I had just this thing happen one blustery October night when I lived in Wisconsin many years ago. Responding to my daughter’s cry to "Look at Gandalf," I saw with horror my long-haired cat sitting at the sliding-door, slowly blinking his eyes, the hair on his face beaded with skunk spray. He must have gotten it point blank beneath the deck on which he now sat.
I yelled for my husband to run to the store for all the tomato juice he could buy. He balked at first, not wanting to go out so late, but quickly changed his mind when I suggested he take over the initial bathing of the cat in the garage while I went to the store instead.
Poor Gandalf was not a happy cat, but I think he knew what I was attempting to do with the baby shampoo and tub of warm water, so he didn’t put up much of a struggle as I lathered and rinsed him over and over again. The smell was still strong so I kept scrubbing, wishing my husband would be back soon.
It was the 1970s, and we didn’t have the arsenal of products that we do now for situations like the one I faced. In fact, I didn’t even know that one should only use special shampoos formulated for cats. I just grabbed one that I hoped wouldn’t sting his eyes, because he had taken the skunk spray in the face.
Finally, the garage door opened and I had my tomato juice. Since it was so cold in the garage I decided that I could now take poor Gandalf into the house to finish the job. In the bathtub I poured half a large can of the red stuff over the bedraggled cat and rubbed it into his coat, followed by a rinse.
Hmmm, it didn’t seem to work very well, so I repeated the pour, scrub, and rinse routine several more times until I was out of juice. The cat still smelled somewhat of skunk, and now his white undercoat was a bright pink! I hoped the remaining odor would fade after he was dry.

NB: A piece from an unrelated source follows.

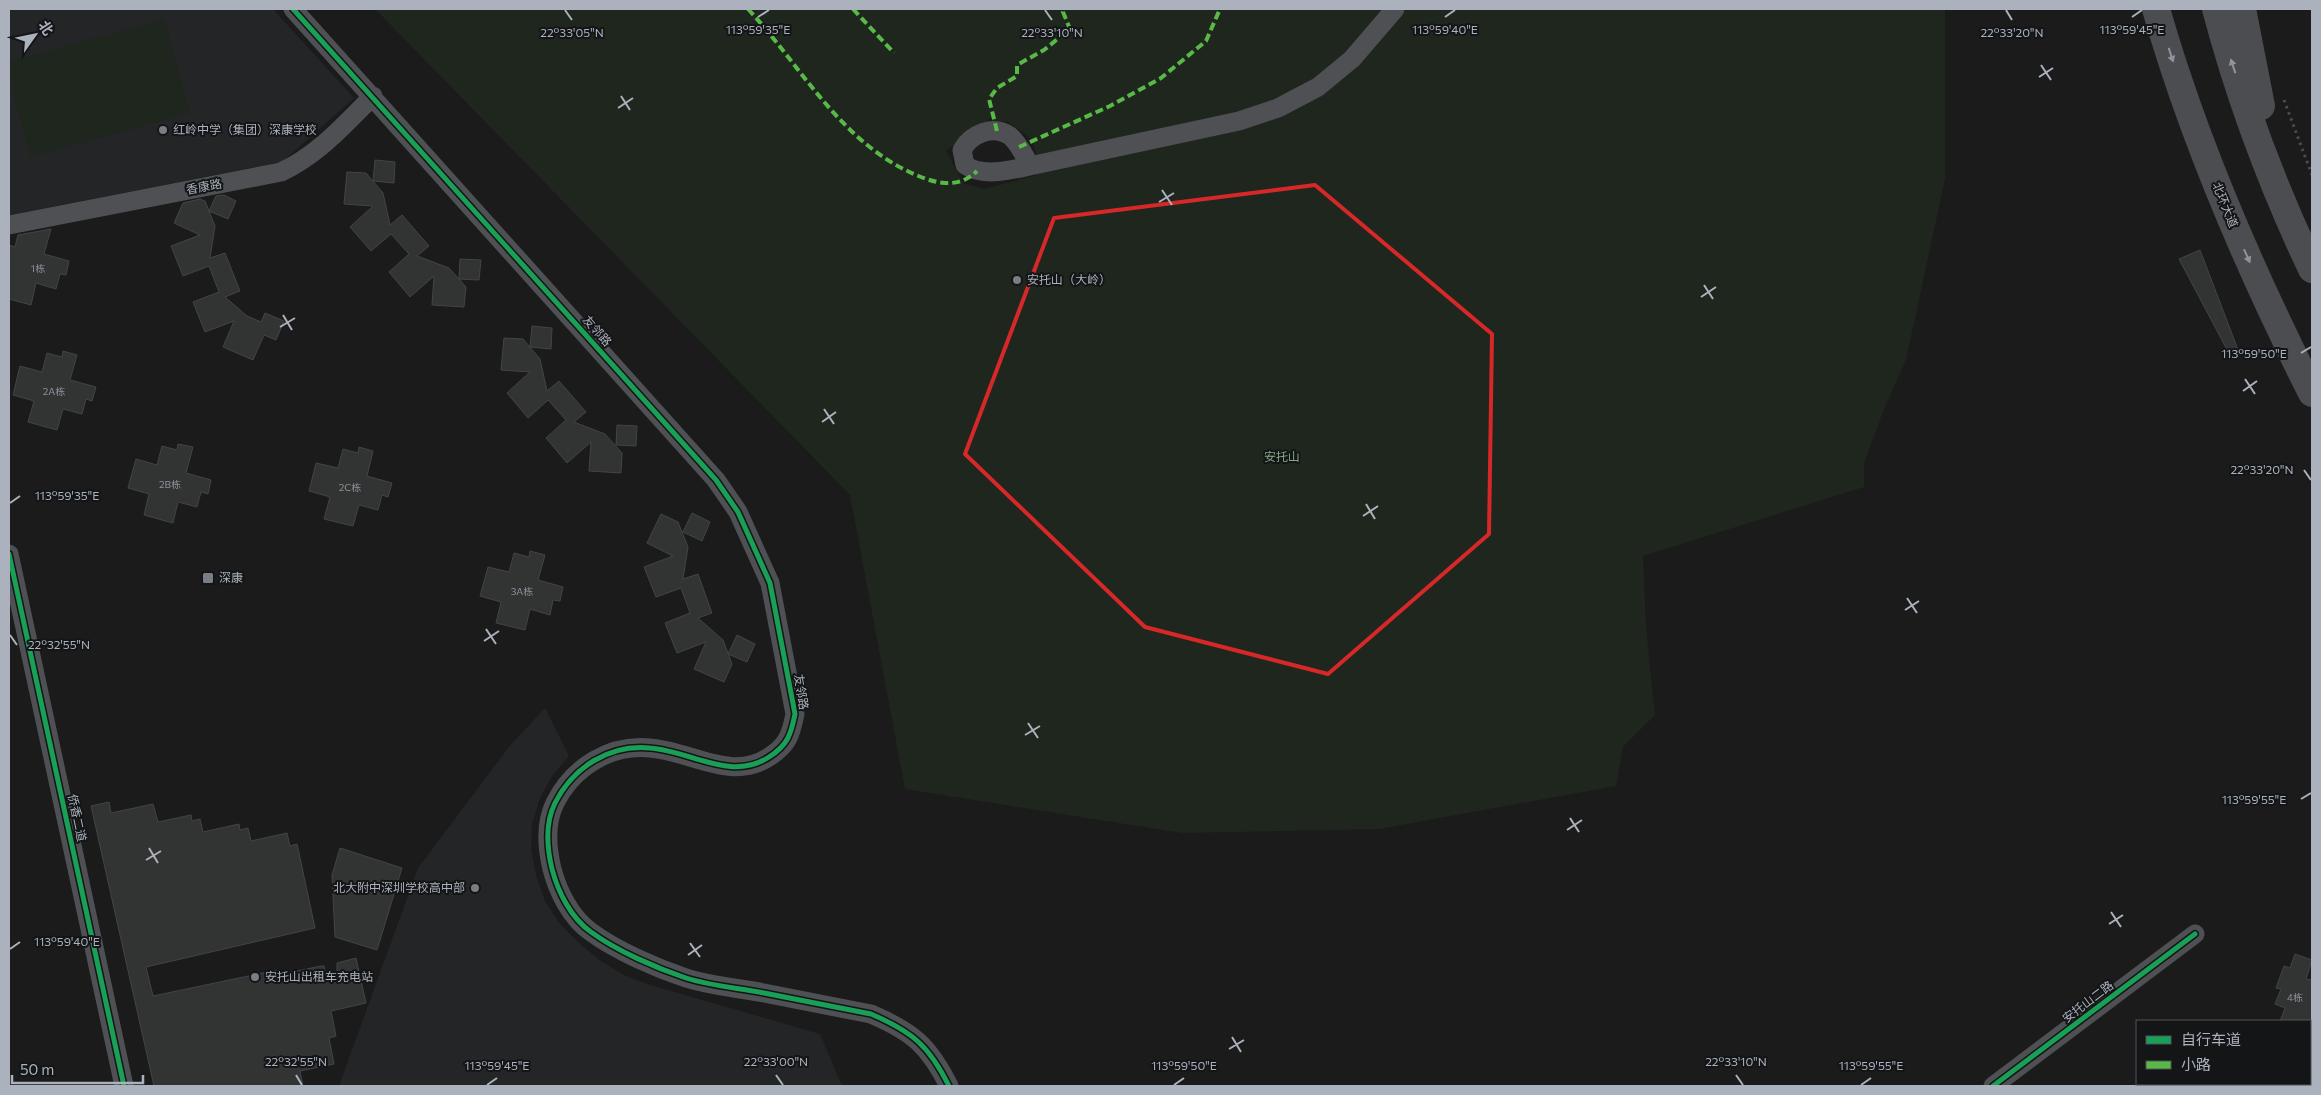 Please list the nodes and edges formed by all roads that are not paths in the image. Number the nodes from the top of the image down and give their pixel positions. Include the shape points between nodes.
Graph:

I dried him as best I could with towels and a hairdryer, but I still had a damp, skunky, pink pet who wanted to thank me for saving him by curling up in my lap purring loudly.
At bedtime, my husband complained, "Does he have to sleep in here?" when Gandalf jumped onto the bed to continue snuggling with me. I moved him to the foot of the bed, where, luckily, he stayed.
The smell did eventually fade away, but Gandalf sported a pink undercoat for months until new growth replaced the dyed hairs.
Today there are several deskunking shampoos on the market, but how many of us have them in our cupboards for that just-in-case situation? Most of us do, however, have the following ingredients on hand for this awesome recipe, which actually works!
Chemist Paul Krebaum published his findings in the October 1993 Chemical and Engineering News, with the admonition to not try and bottle it, as it will explode. It really works, as several of my family members have had to use it on our dogs. Remember, it must be mixed up fresh. Discard any leftovers.
Krebaum’s Deskunk Pet Recipe
Mix in an open container. Wear latex gloves when applying to the animal and safety goggles if you have them, in case the animal shakes. Avoid getting it in the eyes, ears, and mouth of your pet and yourself. Can be used on people and clothing as well as any outdoor areas that the skunk has hit.
- 1 quart of fresh 3-percent hydrogen peroxide from a pharmacy
- 1/4 cup of baking soda
- 1 to 2 tsp of liquid hand soap (not dish soap or shampoo)
- If your pet is large, you can add 1 quart of lukewarm water
- Rub deep into the coat until well-lathered.
- Leave in 5 to 10 minutes.
- Follow with a clear rinse.
Because skunks are carriers of rabies, if you notice any fresh wounds on your pet, take him to your veterinarian immediately.